Yesterday, while reviewing some logs I came across a curious entry in an Apache error log:
[Wed Apr 19 08:51:48.119666 2017] [core:error] [pid 29210] (36)File name too long: [client 18.104.22.168:40907] AH00036: access to /YesThisIsAReallyLongRequestURLbutWeAreDoingItOnPurposeWeAreScanningForR esearchPurposePleaseHaveALookAtTheUserAgentTHXYesThisIsAReallyLongReques tURLbutWeAreDoingItOnPurposeWeAreScanningForResearchPurposePleaseHaveALo okAtTheUserAgentTHXYesThisIsAReallyLongRequestURLbutWeAreDoingItOnPurpos eWeAreScanningForResearchPurposePleaseHaveALookAtTheUserAgentTHXYesThisI sAReallyLongRequestURLbutWeAreDoingItOnPurposeWeAreScanningForResearchPu rposePleaseHaveALookAtTheUserAgentTHXYesThisIsAReallyLongRequestURLbutWe AreDoingItOnPurposeWeAreScanningForResearchPurposePleaseHaveALookAtTheUs erAgentTHXYesThisIsAReallyLongRequestURLbutWeAreDoingItOnPurposeWeAreSca nningForResearchPurposePleaseHaveALookAtTheUserAgentTHXYesThisIsAReallyL ongRequestURLbutWeAreDoingItOnPurposeWeAreScanningForResearchPurposePlea seHaveALookAtTheUserAgentTHXYesThisIsAReallyLongRequestURLbutWeAreDoingI tOnPurposeWeAreScanningForResearchPurposePleaseHaveALookAtTheUserAgentTH XYesThisIsAReallyLongRequestURLbutWeAreDoingItOnPurposeWeAreScann failed (filesystem path '[...]')
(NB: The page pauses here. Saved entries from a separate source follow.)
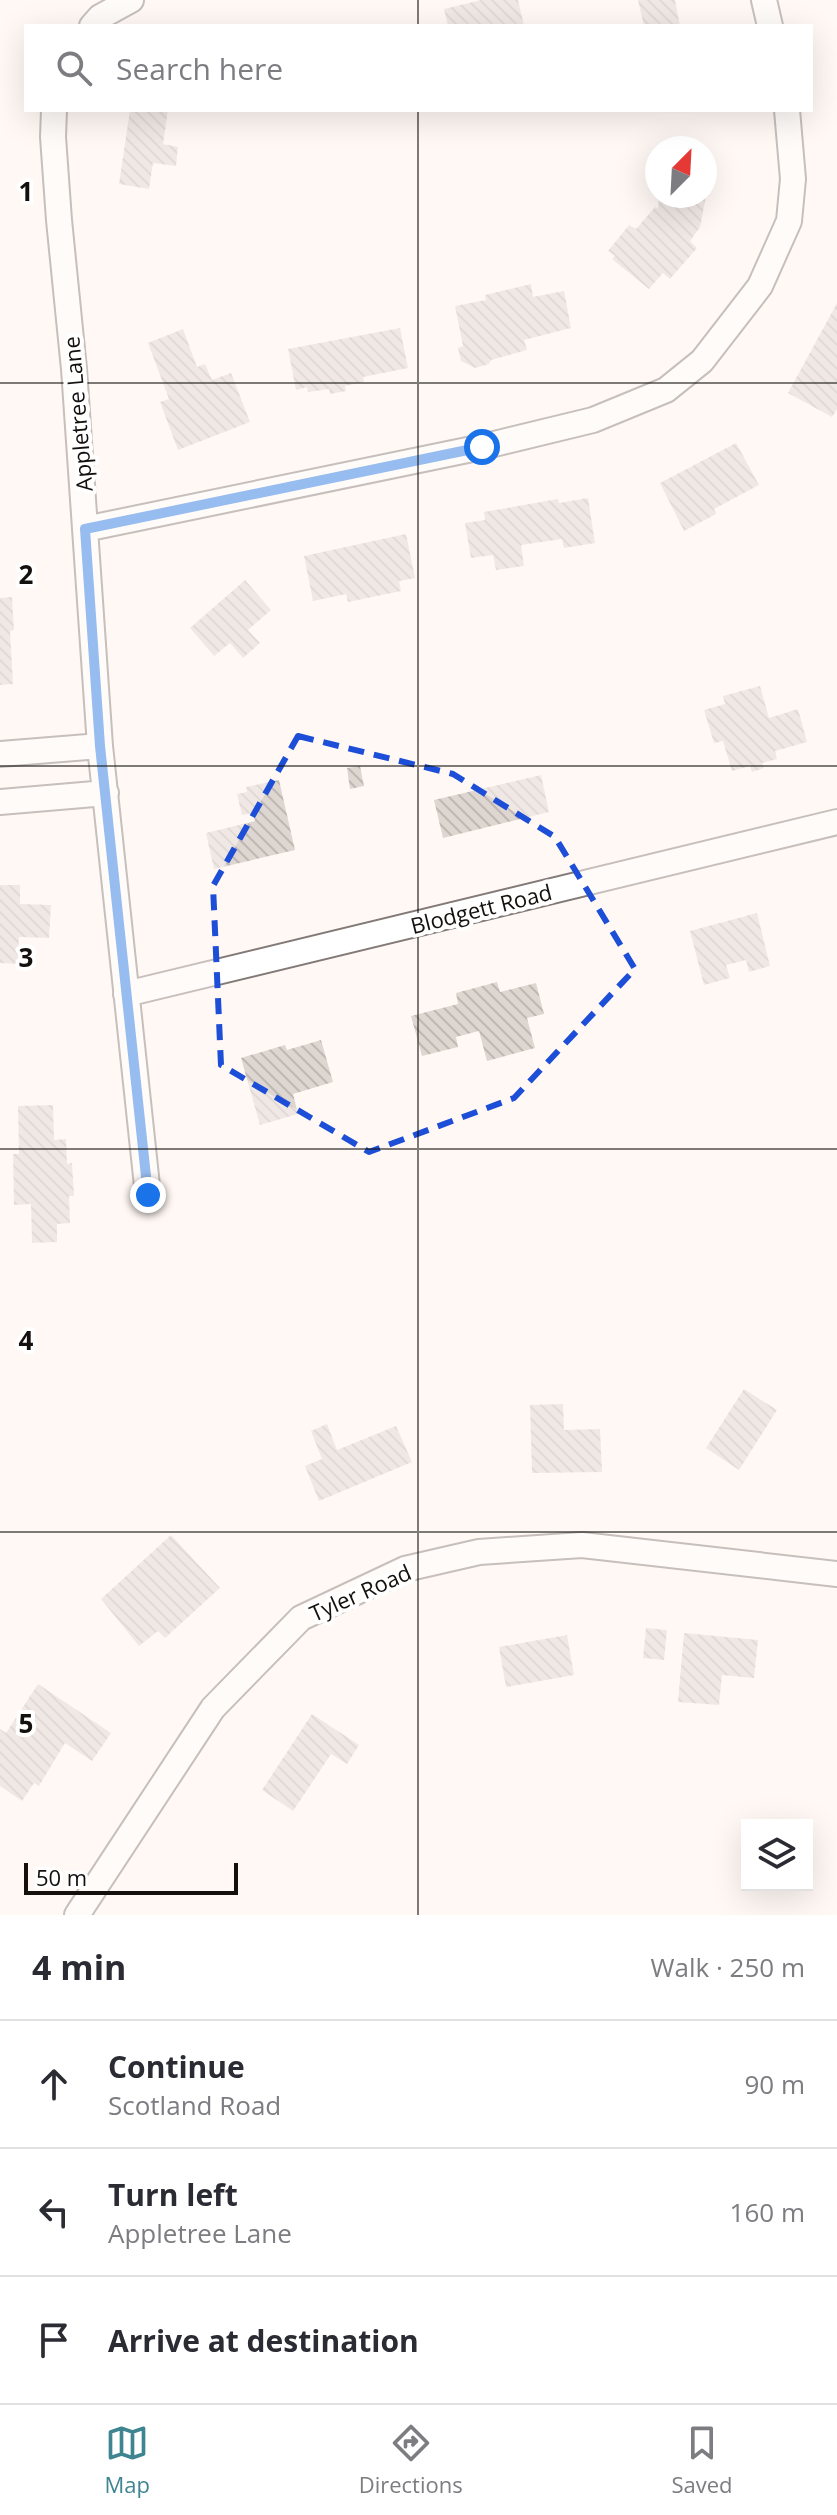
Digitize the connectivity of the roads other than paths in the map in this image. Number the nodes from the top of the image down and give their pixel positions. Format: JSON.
{"nodes":[{"id":1,"x":131,"y":0,"type":"edge"},
{"id":2,"x":764,"y":0,"type":"edge"},
{"id":3,"x":94,"y":24,"type":"edge"},
{"id":4,"x":770,"y":24,"type":"edge"},
{"id":5,"x":54,"y":112,"type":"edge"},
{"id":6,"x":787,"y":112,"type":"edge"},
{"id":7,"x":85,"y":529,"type":"junction"},
{"id":8,"x":100,"y":746,"type":"junction"},
{"id":9,"x":0,"y":754,"type":"edge"},
{"id":10,"x":106,"y":793,"type":"junction"},
{"id":11,"x":0,"y":802,"type":"edge"},
{"id":12,"x":837,"y":822,"type":"edge"},
{"id":13,"x":126,"y":994,"type":"junction"},
{"id":14,"x":148,"y":1195,"type":"dead end"},
{"id":15,"x":837,"y":1574,"type":"edge"},
{"id":16,"x":77,"y":1915,"type":"edge"}],
"edges":[{"from":1,"to":3,"type":"street"},
{"from":2,"to":4,"type":"street"},
{"from":5,"to":7,"type":"street","name":"Appletree Lane"},
{"from":6,"to":7,"type":"street"},
{"from":7,"to":8,"type":"street","name":"Appletree Lane"},
{"from":8,"to":9,"type":"street"},
{"from":8,"to":10,"type":"street","name":"Appletree Lane"},
{"from":10,"to":11,"type":"street"},
{"from":10,"to":13,"type":"street","name":"Appletree Lane"},
{"from":12,"to":13,"type":"street","name":"Blodgett Road"},
{"from":13,"to":14,"type":"street","name":"Appletree Lane"},
{"from":15,"to":16,"type":"street","name":"Tyler Road"}]}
Formatted to plain English: Yes, this is a really long request URL but we are doing it on purpose. We are scanning for research purpose. Please have a look at the user agent. Thanks!
What does the user agent for this request have to say?
Here is the access log entry:
22.214.171.124 - - [19/Apr/2017:08:51:48 -0400] "GET [...] HTTP/1.1" 403 1471 "-" "Mozilla/5.0 (Macintosh; Intel Mac OS X 10_11_1) AppleWebKit/537.36 (KHTML, like Gecko) Chrome/46.0.2490.86 Safari/537.36 Scanning for research (researchscan.comsys.rwth-aachen.de)"
The website referenced in the user agent, researchscan.comsys.rwth-aachen.de, explains that this request is part of a research project at RWTH Aachen University in Germany and 126.96.36.199 is indeed a part of the university's network.
Interestingly, this is the first time I have seen such a request in any web server log (I have had occasion to look through more than a few). The Wayback Machine has an archive of the user agent page from 6 Dec 2015, so it seems that the research has been going on for at least a year. I checked for the YesThisIsAReallyLongRequestURL string in (a lot of) logs for about 10 different websites of varrying size and did not find any other instances. I wonder how they determine which sites to scan...